## Thermochemical Equations

#### Learning Objective

• Give examples of thermochemical equations

#### Key Points

• If $\Delta H$ is negative, the reaction is exothermic; if $\Delta H$ is positive, the reaction is endothermic.
• Thermochemical equations have the general form: $A+B\rightarrow C, \Delta H=(\pm n)$ .
• The value of enthalpy is dependent on the reaction conditions, as well as the concentration of reactants and products.

#### Terms

• thermochemical equationA special equation type, denoting the overall change in energy.
• enthalpyIn thermodynamics, a measure of the heat content of a chemical or physical system.
• Hess’s lawStates that the enthalpy change for a reaction is the same whether it occurs in one step or in a series of steps.

Enthalpy (H) is a measure of the energy in a system, and the change in enthalpy is denoted by $\Delta H$. Since enthalpy is a state function, the value of $\Delta H$ is independent of the path taken by the reactions to reach the products.

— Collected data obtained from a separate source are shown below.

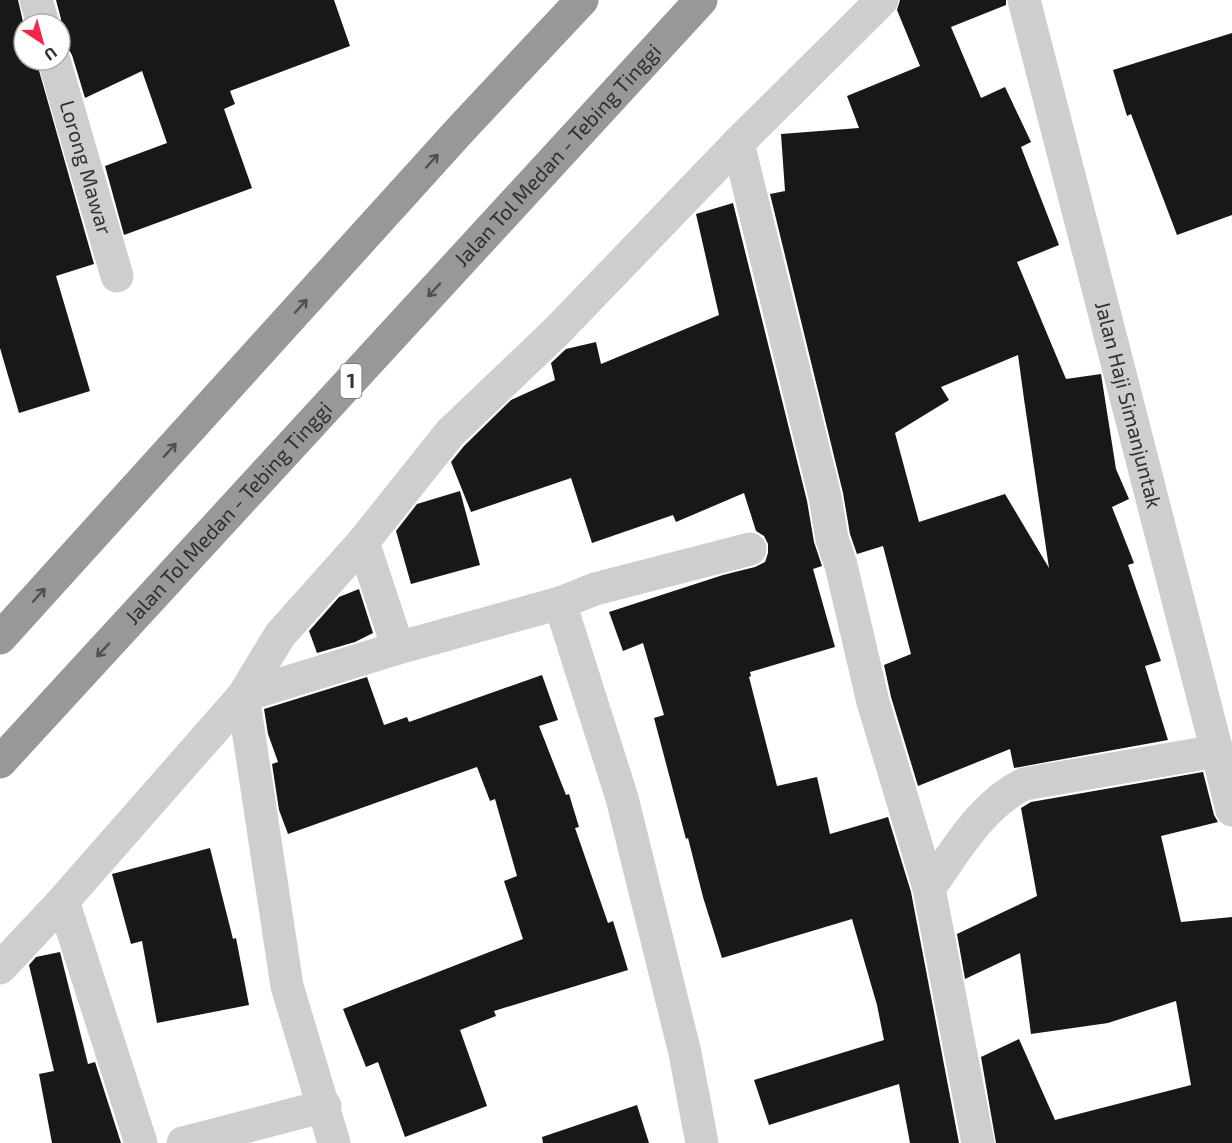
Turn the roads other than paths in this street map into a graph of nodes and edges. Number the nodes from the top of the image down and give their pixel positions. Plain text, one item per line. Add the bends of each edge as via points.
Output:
1 (550, 0) edge
2 (582, 0) edge
3 (701, 0) edge
4 (882, 0) edge
5 (1024, 0) edge
6 (58, 72) edge
7 (462, 128) junction
8 (738, 143) junction
9 (117, 276) dead end
10 (363, 542) junction
11 (750, 549) dead end
12 (560, 603) junction
13 (0, 638) edge
14 (398, 648) junction
15 (243, 696) junction
16 (1217, 751) junction
17 (0, 762) edge
18 (1232, 810) edge
19 (929, 888) junction
20 (63, 901) junction
21 (0, 968) edge
22 (325, 1106) junction
23 (141, 1143) edge
24 (183, 1143) edge
25 (334, 1143) edge
26 (702, 1143) edge
27 (978, 1143) edge

1 - 7 highway
2 - 7 highway
3 -> 17 highway, Jalan Tol Medan - Tebing Tinggi / 1
4 - 8 street
5 - 16 street, Jalan Haji Simanjuntak
6 - 9 street, Lorong Mawar
13 -> 7 highway
8 - 10 street via 556,332 450,433
8 - 19 street via 873,702
10 - 14 street
10 - 15 street via 280,635
11 - 12 street via 595,589
12 - 14 street
12 - 26 street via 622,798 685,1053
14 - 15 street
15 - 20 street
15 - 22 street via 286,986
16 - 18 street, Jalan Haji Simanjuntak
16 - 19 street via 1024,784 984,813
19 - 27 street
20 - 21 street
20 - 23 street
22 - 24 street
22 - 25 street

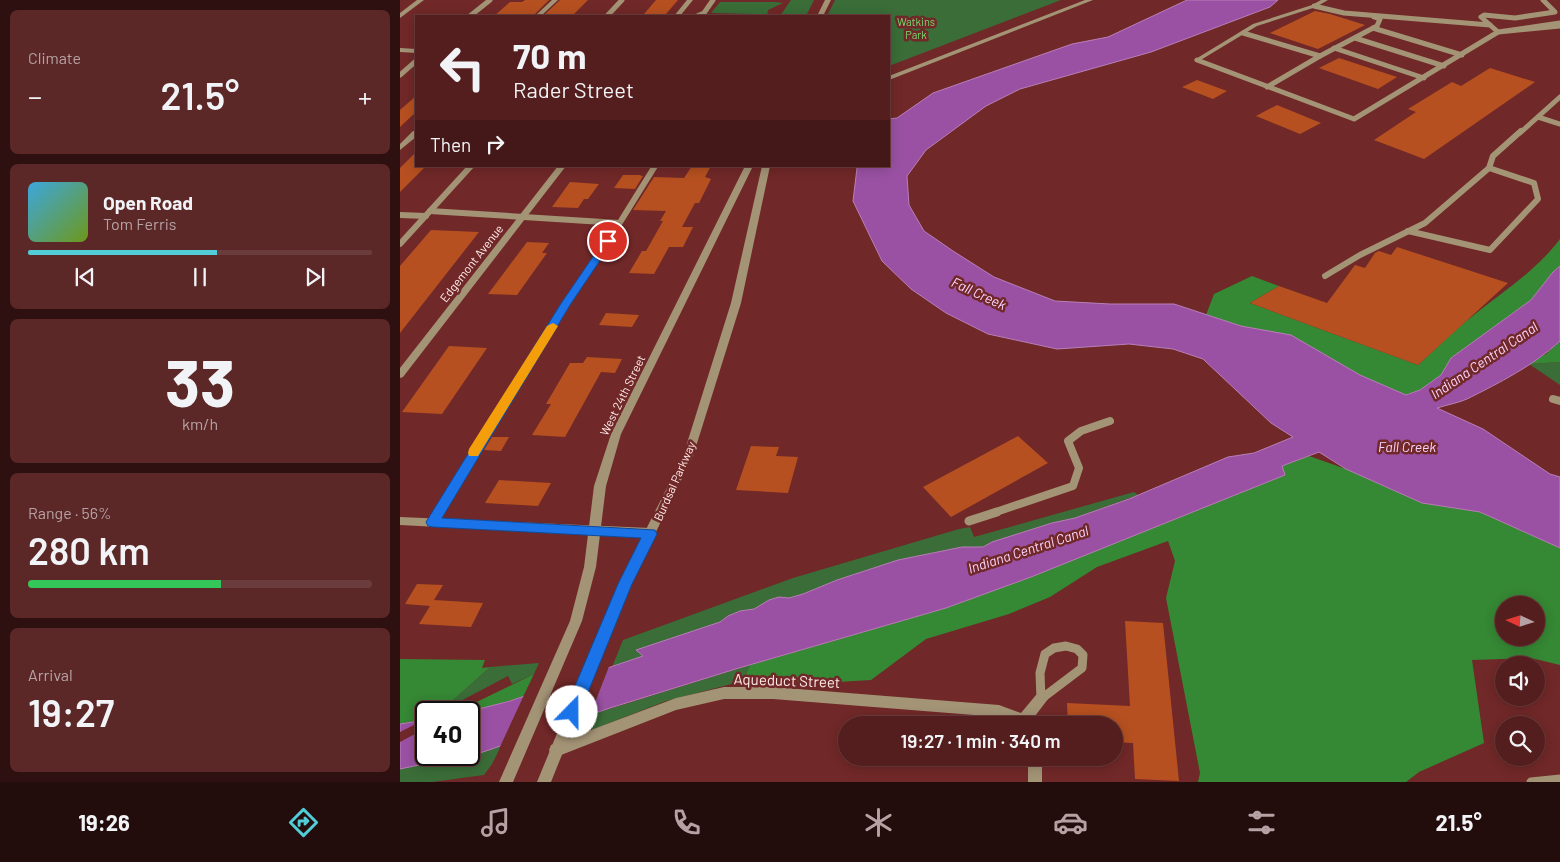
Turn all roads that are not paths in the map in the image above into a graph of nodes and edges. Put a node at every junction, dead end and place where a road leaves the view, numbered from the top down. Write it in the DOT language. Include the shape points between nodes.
graph roads {
  1 [pos="421,0"];
  2 [pos="490,0"];
  3 [pos="555,0"];
  4 [pos="622,0"];
  5 [pos="690,0"];
  6 [pos="713,0"];
  7 [pos="828,0"];
  8 [pos="1090,0"];
  9 [pos="1324,0"];
  10 [pos="1543,0"];
  11 [pos="1314,6"];
  12 [pos="471,15"];
  13 [pos="539,15"];
  14 [pos="608,15"];
  15 [pos="678,15"];
  16 [pos="699,15"];
  17 [pos="820,15"];
  18 [pos="400,16"];
  19 [pos="1371,16"];
  20 [pos="1391,18"];
  21 [pos="1380,19"];
  22 [pos="1560,24"];
  23 [pos="1490,25"];
  24 [pos="1373,28"];
  25 [pos="1498,32"];
  26 [pos="1243,33"];
  27 [pos="1355,38"];
  28 [pos="1334,48"];
  29 [pos="400,50"];
  30 [pos="415,51"];
  31 [pos="1462,55"];
  32 [pos="1320,56"];
  33 [pos="1197,60"];
  34 [pos="415,62"];
  35 [pos="1444,66"];
  36 [pos="400,75"];
  37 [pos="890,78"];
  38 [pos="1424,78"];
  39 [pos="1267,87"];
  40 [pos="1560,97"];
  41 [pos="1538,117"];
  42 [pos="1560,124"];
  43 [pos="415,134"];
  44 [pos="400,148"];
  45 [pos="470,167"];
  46 [pos="561,167"];
  47 [pos="654,167"];
  48 [pos="749,167"];
  49 [pos="766,167"];
  50 [pos="1489,168"];
  51 [pos="428,213"];
  52 [pos="400,214"];
  53 [pos="523,217"];
  54 [pos="619,223"];
  55 [pos="1408,231"];
  56 [pos="400,244"];
  57 [pos="1325,276"];
  58 [pos="400,375"];
  59 [pos="1110,421"];
  60 [pos="400,521"];
  61 [pos="969,521"];
  62 [pos="433,522"];
  63 [pos="594,530"];
  64 [pos="650,534"];
  65 [pos="1041,699"];
  66 [pos="1012,716"];
  67 [pos="1029,716"];
  68 [pos="556,750"];
  69 [pos="1035,766"];
  70 [pos="1560,779"];
  71 [pos="506,782"];
  72 [pos="544,782"];
  73 [pos="1035,782"];
  74 [pos="1532,782"];
  1 -- 18 [label="street"];
  2 -- 12 [label="lane"];
  3 -- 13 [label="street"];
  4 -- 14 [label="lane"];
  5 -- 15 [label="street"];
  6 -- 16 [label="lane"];
  7 -- 17 [label="street"];
  8 -- 37 [label="street"];
  9 -- 11 [label="street"];
  10 -- 23 [label="lane" via="1555,12 1515,18 1480,17"];
  11 -- 19 [label="lane"];
  11 -- 26 [label="street" via="1255,25"];
  19 -- 20 [label="lane"];
  19 -- 21 [label="lane"];
  20 -- 21 [label="lane"];
  20 -- 23 [label="lane"];
  21 -- 24 [label="lane"];
  22 -- 25 [label="lane"];
  23 -- 25 [label="lane"];
  24 -- 27 [label="lane"];
  24 -- 31 [label="lane"];
  25 -- 31 [label="lane"];
  26 -- 32 [label="lane"];
  26 -- 33 [label="street"];
  27 -- 28 [label="lane"];
  27 -- 35 [label="lane"];
  28 -- 32 [label="lane"];
  28 -- 38 [label="lane"];
  29 -- 30 [label="street"];
  31 -- 35 [label="lane"];
  32 -- 39 [label="lane"];
  33 -- 39 [label="lane"];
  34 -- 36 [label="lane"];
  35 -- 38 [label="lane"];
  38 -- 39 [label="lane" via="1354,119"];
  40 -- 41 [label="lane"];
  41 -- 42 [label="lane"];
  41 -- 50 [label="lane" via="1493,156"];
  43 -- 44 [label="street"];
  45 -- 51 [label="lane"];
  46 -- 53 [label="street, Edgemont Avenue"];
  47 -- 54 [label="lane"];
  48 -- 63 [label="street, West 24th Street" via="623,416 605,467"];
  49 -- 64 [label="street, Burdsal Parkway" via="740,287 711,385 684,464"];
  50 -- 55 [label="lane" via="1425,222"];
  50 -- 55 [label="lane" via="1534,183 1538,199 1490,250"];
  51 -- 52 [label="lane"];
  51 -- 53 [label="lane"];
  51 -- 56 [label="lane"];
  53 -- 54 [label="lane"];
  53 -- 58 [label="street, Edgemont Avenue"];
  54 -- 62 [label="lane" via="565,305"];
  55 -- 57 [label="lane"];
  59 -- 61 [label="lane" via="1081,431 1068,441 1079,468 1073,486"];
  60 -- 62 [label="street"];
  62 -- 63 [label="street"];
  63 -- 64 [label="street"];
  63 -- 71 [label="street, West 24th Street" via="590,567 576,621"];
  64 -- 68 [label="street, Burdsal Parkway" via="625,584"];
  65 -- 65 [label="lane" via="1082,668 1083,655 1077,649 1066,646 1045,654 1040,673"];
  65 -- 67 [label="street"];
  66 -- 68 [label="street, Aqueduct Street" via="999,710 773,693 724,694 676,704"];
  68 -- 72 [label="street, Burdsal Parkway"];
  69 -- 73 [label="street"];
  70 -- 74 [label="lane"];
}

Values of $\Delta H$ can be determined experimentally under standard conditions.

A thermochemical equation is a balanced stoichiometric chemical equation which includes the enthalpy change. The equations take the form: $A+B\rightarrow C,\: \Delta H =(\pm n)$

## Thermochemical Equations for Endothermic Reactions

The sign of the $\Delta H$ value indicates whether or not the system is endothermic or exothermic. In an endothermic system, the $\Delta H$ value is positive, so the reaction absorbs heat into the system. The equation takes the form:

$heat+A+B\rightarrow C,\;\Delta H=+$

Notice that in an endothermic reaction like the one depicted above, we can think of heat as being a reactant, just like A and B.

## Thermochemical Equations for Exothermic Reactions

In an exothermic system, the $\Delta H$ value is negative, so heat is given off by the reaction. The equation takes the form:

$A + B \rightarrow C + heat,\: \Delta H = -$

Notice that here, we can think of heat as being a product in the reaction.

$\Delta H$ is dependent on both the phase (solid, liquid, or gas) as well as the molar ratios of the reactants and products. Therefore, all thermochemical equations must be stoichiometrically balanced. This becomes important once we begin working with Hess’s law.